WASHINGTON
— NASA is turning to a group of professional engineers for guidance in combating a counterfeit parts market fueled by the shrinking number of legitimate
U.S.
suppliers of hardware and electronics components, space agency officials said.

By the end of March, the Society of Automotive Engineers is expected to release new standards aimed at helping the aerospace industry take steps to avoid buying parts that do not meet specifications. NASA intends to adopt the standards and work with its contractors to develop counterfeit avoidance plans, said Mike Sampson, co-manager of NASA’s electronics parts and packaging program. NASA considers a part counterfeit if its material, performance or characteristics are knowingly misrepresented.

The guidance, which will be called “Counterfeit Electronic Parts Avoidance, Detection, Mitigation and Disposition,” is expected to be voluntarily adopted by other government agencies, the military and commercial industry. It will provide guidance in the event they have to buy parts outside the pool of authorized distributors.

“In 2004 NASA issued an advisory warning projects that the rate of counterfeiting was increasing and that the best way of avoiding counterfeit electronics is to buy from original manufacturers or authorized distributors,” Sampson said. “The reality these days is that it’s hard to avoid buying from unauthorized distributors.”

The problem stems from rapidly changing technology and parts becoming obsolete before authorized companies can sell them, Sampson said, adding that obsolescence is a more serious problem for components in military hardware that have been around for decades. Many of the counterfeit electronics parts come from
China
, Sampson said.


China
seems to be the main source but it is by no means the only source. Counterfeit parts can come from anywhere on the planet,” he said. “A big problem is with parts salvaged from obsolete hardware or where the companies get rid of excess stock. At that point the paperwork is no longer with the parts and they are stripped of markings and remarked.”

In some cases, NASA has discovered that a component is not exactly what was ordered, but after testing determined the part would not adversely affect the spacecraft.

NASA’s Kepler telescope that lifted off from
Cape Canaveral
,
Fla.
, March 6, is one such example. NASA officials discovered in December that the titanium used to make parts installed on Kepler’s spider hub assembly holding the telescope did not meet the space agency’s specifications. But after a series of tests, NASA officials found that the titanium met the performance requirements.

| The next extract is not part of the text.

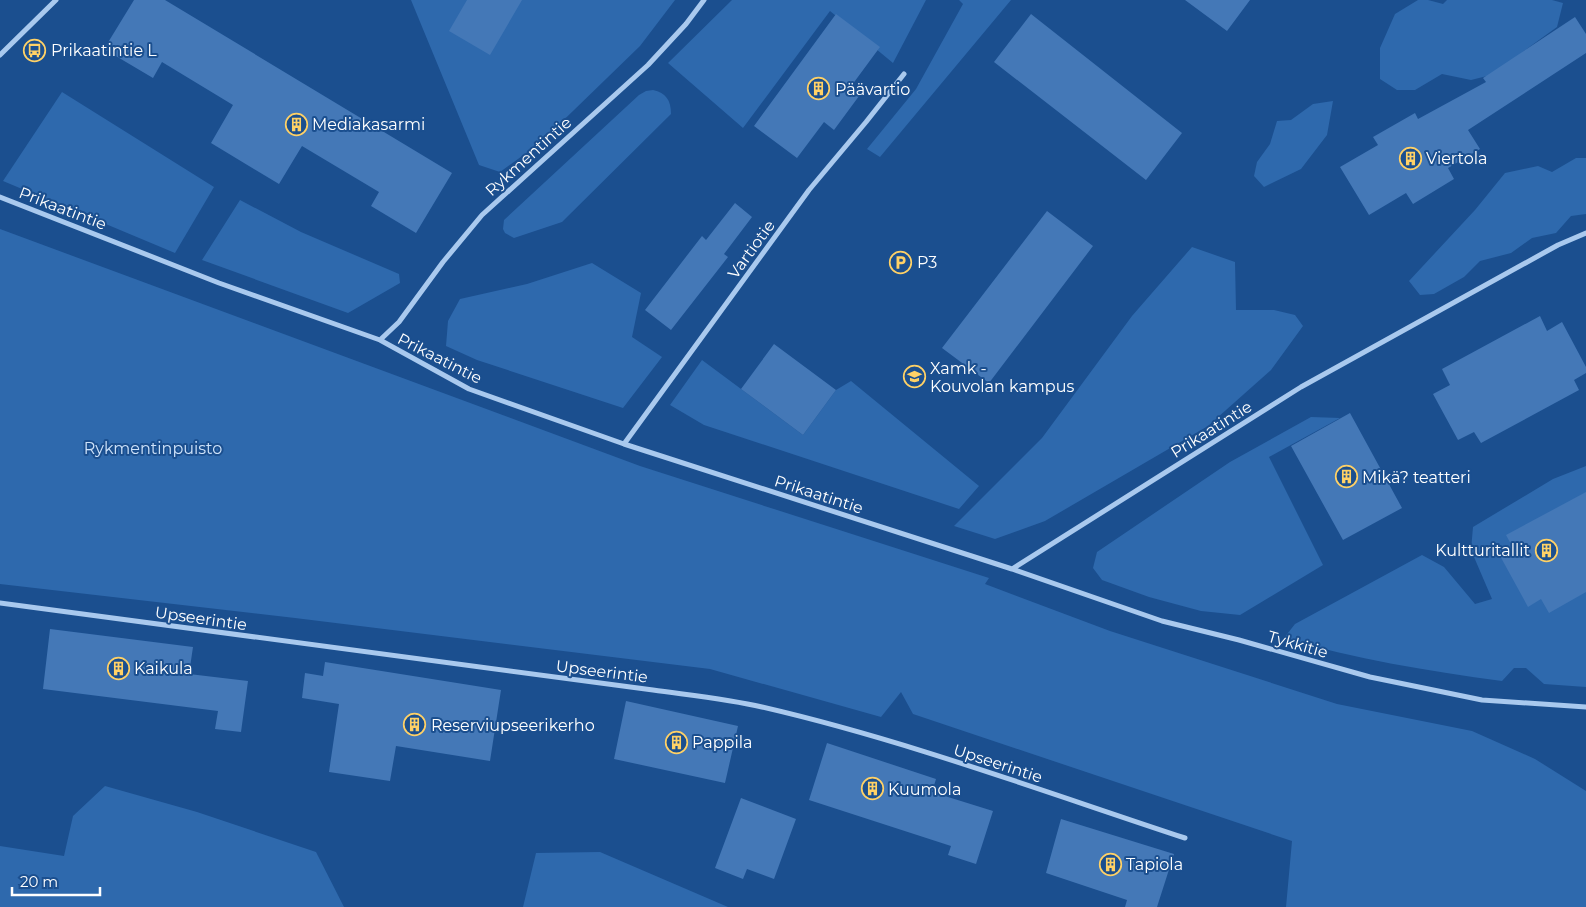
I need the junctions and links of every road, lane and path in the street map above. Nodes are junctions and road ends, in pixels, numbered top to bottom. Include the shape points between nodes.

The discovery of a counterfeit part by NASA or the U.S. Department of Defense triggers a federal investigation that can lead to criminal charges.

For example, four executives of Western Titanium, the
San Diego
company that supplied the titanium for Kepler, were indicted Dec. 8 by a federal grand jury in
San Diego
on fraud charges. In addition to Kepler, Western Titanium’s metal was used on U.S. Air Force F-15s, F-22s and C-17s, according to the U.S. Attorney’s Office in San Diego. The executives face up to 20 years in prison for each of the eight counts.

A search warrant for Western Titanium offices, issued in April but unsealed Dec. 10, revealed that investigators sought receipts from Kepler spacecraft builder Ball Aerospace and Technologies Corp. of Boulder, Colo., NASA’s Jet Propulsion Laboratory in Pasadena, Calif., and other aerospace and defense contractors including: Aerojet of Sacramento, Calif., Northrop Grumman Corp. of Los Angeles, Lockheed Martin Corp. of Bethesda, Md., and McDonnell Douglas Corp., now part of Chicago-based Boeing Co.

Nancy Luque, an attorney representing Western Titanium, said the company sold titanium for Kepler that met the specifications ordered by a Ball subcontractor.

“I don’t know what was required because we did not sell to NASA or Ball, but the titanium we sold was precisely what the customer asked for,” she told Space News.

Even if suspect components are eventually ruled safe for flight, the tests alone are adding costs to NASA programs, NASA Acting Administrator Chris Scolese told the House Science and Technology subcommittee on space and aeronautics March 5.

“We do inspections. We do all the things that you’re supposed to do. That adds cost clearly,” Scolese said. “But when you find out about them – if you don’t find out about them at receipt, you find out about it when you are in test or you find out about when you’re sitting on the top of the rocket or worse, you find out about it when you’re in space. And all of those have cost implications.”